TASK TO CARRY OUT | Search the data for "leave". Return each matching line.

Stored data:
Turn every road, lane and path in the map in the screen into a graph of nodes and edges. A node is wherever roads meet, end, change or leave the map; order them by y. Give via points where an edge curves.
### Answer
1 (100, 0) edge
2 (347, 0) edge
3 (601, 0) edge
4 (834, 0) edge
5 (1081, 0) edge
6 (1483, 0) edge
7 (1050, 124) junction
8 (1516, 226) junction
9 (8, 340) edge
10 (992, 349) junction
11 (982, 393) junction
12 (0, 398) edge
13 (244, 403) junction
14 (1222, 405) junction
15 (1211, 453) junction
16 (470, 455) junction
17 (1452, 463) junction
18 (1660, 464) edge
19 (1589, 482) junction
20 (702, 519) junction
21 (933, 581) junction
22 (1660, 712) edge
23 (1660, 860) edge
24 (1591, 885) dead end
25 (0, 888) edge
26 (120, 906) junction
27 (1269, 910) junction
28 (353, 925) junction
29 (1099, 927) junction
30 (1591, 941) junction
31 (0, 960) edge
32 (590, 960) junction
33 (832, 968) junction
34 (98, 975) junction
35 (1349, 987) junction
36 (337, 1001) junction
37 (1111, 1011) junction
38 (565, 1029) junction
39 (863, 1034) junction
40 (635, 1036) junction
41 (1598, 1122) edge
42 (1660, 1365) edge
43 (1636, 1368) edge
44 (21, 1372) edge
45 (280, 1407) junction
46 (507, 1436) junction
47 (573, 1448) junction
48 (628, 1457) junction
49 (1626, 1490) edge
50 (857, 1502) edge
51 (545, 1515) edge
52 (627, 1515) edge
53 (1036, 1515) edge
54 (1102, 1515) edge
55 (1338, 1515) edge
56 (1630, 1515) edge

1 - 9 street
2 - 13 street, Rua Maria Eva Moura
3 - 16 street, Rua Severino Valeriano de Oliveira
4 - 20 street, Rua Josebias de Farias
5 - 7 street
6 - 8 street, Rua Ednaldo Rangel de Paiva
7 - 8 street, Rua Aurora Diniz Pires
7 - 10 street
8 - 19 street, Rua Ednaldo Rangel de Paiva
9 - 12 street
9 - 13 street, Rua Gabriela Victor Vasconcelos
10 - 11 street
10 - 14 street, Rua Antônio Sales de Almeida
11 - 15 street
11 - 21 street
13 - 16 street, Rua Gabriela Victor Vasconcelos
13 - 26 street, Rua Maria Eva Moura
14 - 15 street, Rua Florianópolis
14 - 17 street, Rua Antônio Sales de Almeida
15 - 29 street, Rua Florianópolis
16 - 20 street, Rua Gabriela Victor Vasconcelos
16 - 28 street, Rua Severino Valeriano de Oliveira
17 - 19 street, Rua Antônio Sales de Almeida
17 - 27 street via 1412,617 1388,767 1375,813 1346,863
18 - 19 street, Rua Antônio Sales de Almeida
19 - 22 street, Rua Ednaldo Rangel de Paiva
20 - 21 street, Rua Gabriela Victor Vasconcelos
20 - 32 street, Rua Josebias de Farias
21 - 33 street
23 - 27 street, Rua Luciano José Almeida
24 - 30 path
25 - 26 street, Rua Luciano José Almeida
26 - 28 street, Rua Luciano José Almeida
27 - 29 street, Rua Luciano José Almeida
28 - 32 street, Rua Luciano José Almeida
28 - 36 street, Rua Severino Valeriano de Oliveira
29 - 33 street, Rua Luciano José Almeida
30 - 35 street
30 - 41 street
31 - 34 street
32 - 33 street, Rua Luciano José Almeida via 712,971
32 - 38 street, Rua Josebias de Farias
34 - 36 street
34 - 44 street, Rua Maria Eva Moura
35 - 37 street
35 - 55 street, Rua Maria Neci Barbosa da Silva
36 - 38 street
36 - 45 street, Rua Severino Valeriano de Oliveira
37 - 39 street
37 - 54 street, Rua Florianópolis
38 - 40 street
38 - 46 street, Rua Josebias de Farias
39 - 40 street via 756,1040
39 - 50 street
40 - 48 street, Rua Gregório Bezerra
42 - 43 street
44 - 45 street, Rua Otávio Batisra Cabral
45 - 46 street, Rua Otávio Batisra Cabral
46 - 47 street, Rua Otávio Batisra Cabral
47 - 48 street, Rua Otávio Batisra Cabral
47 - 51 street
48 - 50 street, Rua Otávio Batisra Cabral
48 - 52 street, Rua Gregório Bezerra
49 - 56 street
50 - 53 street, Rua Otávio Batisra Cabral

* * *

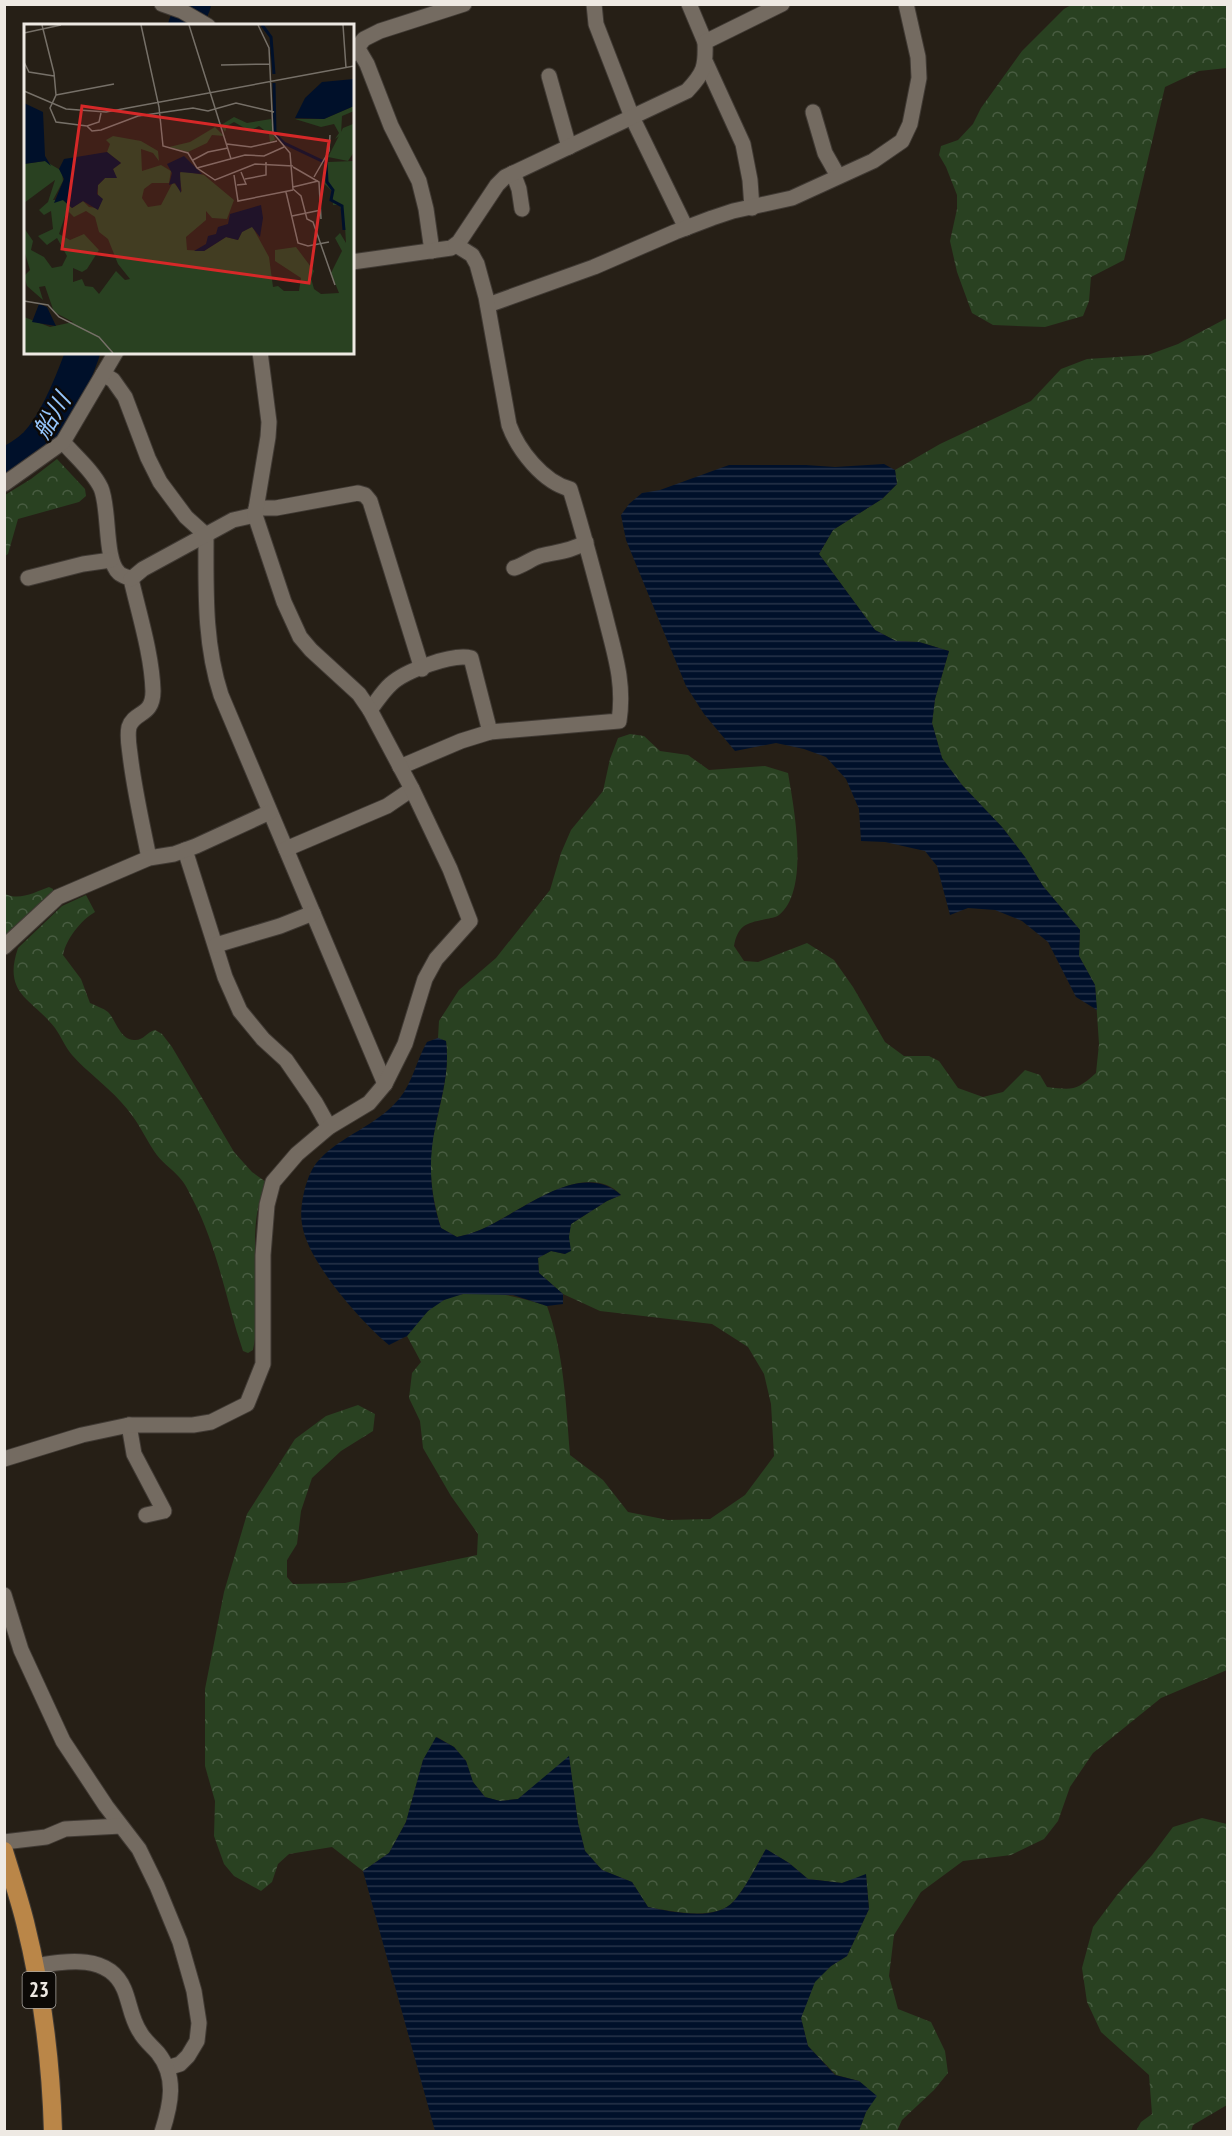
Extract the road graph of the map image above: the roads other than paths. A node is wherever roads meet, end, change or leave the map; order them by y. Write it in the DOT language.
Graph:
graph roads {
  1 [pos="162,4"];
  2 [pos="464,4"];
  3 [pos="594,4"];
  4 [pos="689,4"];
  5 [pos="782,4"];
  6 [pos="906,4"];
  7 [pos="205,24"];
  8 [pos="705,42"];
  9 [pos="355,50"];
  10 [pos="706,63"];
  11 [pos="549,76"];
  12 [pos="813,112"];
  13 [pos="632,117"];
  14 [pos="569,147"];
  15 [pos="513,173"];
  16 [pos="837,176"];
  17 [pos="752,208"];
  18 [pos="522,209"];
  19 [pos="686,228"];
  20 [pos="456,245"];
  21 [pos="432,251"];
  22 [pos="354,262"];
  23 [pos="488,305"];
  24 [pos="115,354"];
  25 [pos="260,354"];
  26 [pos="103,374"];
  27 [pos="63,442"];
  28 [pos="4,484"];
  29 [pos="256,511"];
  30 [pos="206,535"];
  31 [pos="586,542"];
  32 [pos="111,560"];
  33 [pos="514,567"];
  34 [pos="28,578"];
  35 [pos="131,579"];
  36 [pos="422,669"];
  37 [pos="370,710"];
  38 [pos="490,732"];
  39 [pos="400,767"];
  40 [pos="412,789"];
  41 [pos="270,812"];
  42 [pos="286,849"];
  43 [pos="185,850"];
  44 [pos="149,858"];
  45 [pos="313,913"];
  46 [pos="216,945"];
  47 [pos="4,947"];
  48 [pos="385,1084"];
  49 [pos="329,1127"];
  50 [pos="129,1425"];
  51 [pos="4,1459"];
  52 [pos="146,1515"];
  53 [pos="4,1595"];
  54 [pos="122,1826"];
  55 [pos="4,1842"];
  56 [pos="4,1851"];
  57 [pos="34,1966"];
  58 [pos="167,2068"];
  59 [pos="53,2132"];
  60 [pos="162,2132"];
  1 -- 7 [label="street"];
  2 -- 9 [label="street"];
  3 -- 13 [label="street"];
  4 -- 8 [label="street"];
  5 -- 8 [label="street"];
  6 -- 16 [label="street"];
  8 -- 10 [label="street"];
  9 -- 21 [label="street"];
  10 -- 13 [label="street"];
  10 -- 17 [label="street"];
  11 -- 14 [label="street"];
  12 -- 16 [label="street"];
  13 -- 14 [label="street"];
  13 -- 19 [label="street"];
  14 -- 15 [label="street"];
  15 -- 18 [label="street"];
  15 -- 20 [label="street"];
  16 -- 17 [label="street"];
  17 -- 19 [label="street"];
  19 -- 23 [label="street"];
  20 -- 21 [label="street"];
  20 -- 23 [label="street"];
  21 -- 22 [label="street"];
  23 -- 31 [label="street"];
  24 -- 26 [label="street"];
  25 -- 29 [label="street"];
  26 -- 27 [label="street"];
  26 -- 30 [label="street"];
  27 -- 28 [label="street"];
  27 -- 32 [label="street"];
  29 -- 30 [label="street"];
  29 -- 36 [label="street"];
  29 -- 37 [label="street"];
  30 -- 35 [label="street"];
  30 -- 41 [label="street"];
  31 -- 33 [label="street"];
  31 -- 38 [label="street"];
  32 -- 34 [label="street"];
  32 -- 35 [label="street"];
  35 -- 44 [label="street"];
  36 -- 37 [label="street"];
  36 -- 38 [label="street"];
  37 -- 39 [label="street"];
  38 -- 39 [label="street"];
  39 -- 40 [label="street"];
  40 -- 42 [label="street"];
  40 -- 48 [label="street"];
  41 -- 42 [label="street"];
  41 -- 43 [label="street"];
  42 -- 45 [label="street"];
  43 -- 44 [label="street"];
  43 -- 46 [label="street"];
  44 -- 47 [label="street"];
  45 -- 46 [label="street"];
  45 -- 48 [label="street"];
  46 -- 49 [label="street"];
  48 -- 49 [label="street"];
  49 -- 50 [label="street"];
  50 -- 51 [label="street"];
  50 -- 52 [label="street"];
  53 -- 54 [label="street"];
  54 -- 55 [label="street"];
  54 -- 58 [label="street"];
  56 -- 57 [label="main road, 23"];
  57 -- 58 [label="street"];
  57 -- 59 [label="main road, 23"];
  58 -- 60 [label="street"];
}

SOLVED PROBLEM |
Turn every road, lane and path in the map in the screen into a graph of nodes and edges. A node is wherever roads meet, end, change or leave the map; order them by y. Give via points where an edge curves.
Extract the road graph of the map image above: the roads other than paths. A node is wherever roads meet, end, change or leave the map; order them by y. Write it in the DOT language.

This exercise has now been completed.